Brief:
Return every line of the records that includes the string "translate".
BEGIN Data to examine
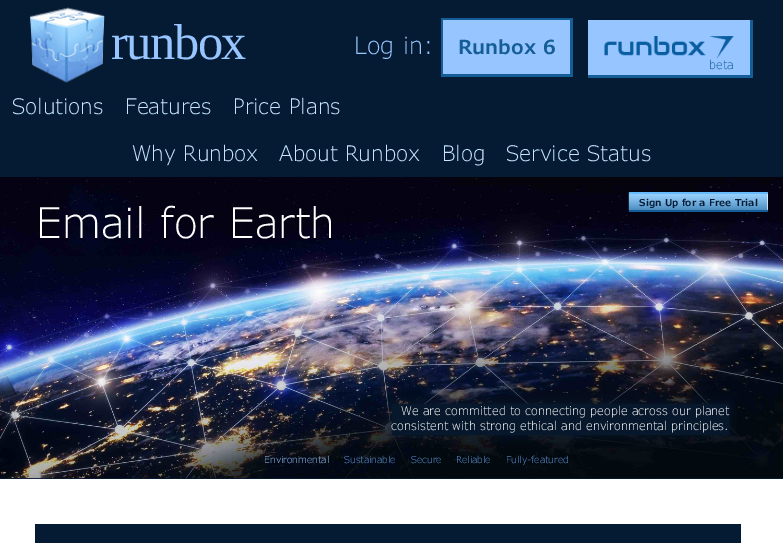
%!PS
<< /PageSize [783 543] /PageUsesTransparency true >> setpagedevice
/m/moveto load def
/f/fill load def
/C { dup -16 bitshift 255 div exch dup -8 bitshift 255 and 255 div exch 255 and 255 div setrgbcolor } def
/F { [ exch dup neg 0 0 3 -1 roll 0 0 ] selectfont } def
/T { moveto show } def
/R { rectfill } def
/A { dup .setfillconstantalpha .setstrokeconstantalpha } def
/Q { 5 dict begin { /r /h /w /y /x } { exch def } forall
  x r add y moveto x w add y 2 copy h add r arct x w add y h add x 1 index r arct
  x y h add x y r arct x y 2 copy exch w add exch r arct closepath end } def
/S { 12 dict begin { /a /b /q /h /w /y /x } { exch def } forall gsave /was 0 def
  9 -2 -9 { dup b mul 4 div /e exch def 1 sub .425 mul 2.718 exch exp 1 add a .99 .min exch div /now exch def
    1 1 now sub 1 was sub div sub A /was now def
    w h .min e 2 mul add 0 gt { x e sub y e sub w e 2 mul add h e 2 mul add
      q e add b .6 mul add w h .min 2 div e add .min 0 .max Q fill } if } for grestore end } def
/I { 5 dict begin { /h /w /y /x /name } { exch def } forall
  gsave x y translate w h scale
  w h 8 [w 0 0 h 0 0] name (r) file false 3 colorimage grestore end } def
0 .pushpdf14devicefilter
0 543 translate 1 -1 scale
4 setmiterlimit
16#FFFFFF C
0 0 783 543 R
16#051A33 C
0 0 783 177 R
(1.rgb) 30 7 75 76 I
/LiberationSerif-Regular 50.5 F
16#97C5FF C
111 59 m -1.5 0 (runbox) ashow
/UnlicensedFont-Light 24 F
(Log in:) 354 54 T
443 20 127 54 R
16#155D97 C
441 18 132 2 R
570 18 3 59 R
441 74 132 3 R
441 18 2 59 R
/UnlicensedFont-SemiBold 19.5 F
(Runbox 6) 458 54 T
16#97C5FF C
588 20 162 55 R
16#155D97 C
750 20 3 58 R
588 75 165 3 R
(2.rgb) 604 36 130 23 I
/UnlicensedFont-Light 12 F
(beta) 709 69 T
/UnlicensedFont-Light 21.5 F
16#C7E5FF C
(Solutions) 12 114 T
(Features) 125 114 T
(Price Plans) 233 114 T
(Why Runbox) 132 161 T
(About Runbox) 279 161 T
(Blog) 442 161 T
(Service Status) 506 161 T
16#051A33 C
0 478 783 1 R
(3.rgb) 0 177 783 302 I
16#FFFFFF C
767 194 1 16 R
(4.rgb) 628 192 140 19 I
/UnlicensedFont-SemiBold 9.6 F
16#051A33 C
(Sign Up for a Free Trial) 639 206 T
16#66BBFF C
629 192 139 2 1 Q f
16#155D97 C
629 210 139 2 1 Q f
/UnlicensedFont-Light 42.25 F
16#FFFFFF C
(Email for Earth) 36 238 T
16#08182C C
392 404 337 31 0 6 1 S
392 404 337 31 R
/UnlicensedFont-Light 12.05 F
16#FFFFFF C
(We are committed to connecting people across our planet) 401 415 T
(consistent with strong ethical and environmental principles.) 391 430 T
/UnlicensedFont-Light 9.6 F
16#97C5FF C
(Environmental) 264 463 T
16#5E98E1 C
(Sustainable) 344 463 T
(Secure) 411 463 T
(Reliable) 456 463 T
(Fully-featured) 506 463 T
16#051A33 C
35 524 706 19 R
.poppdf14devicefilter showpage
END Data to examine
Exercise solution:
  gsave x y translate w h scale
0 543 translate 1 -1 scale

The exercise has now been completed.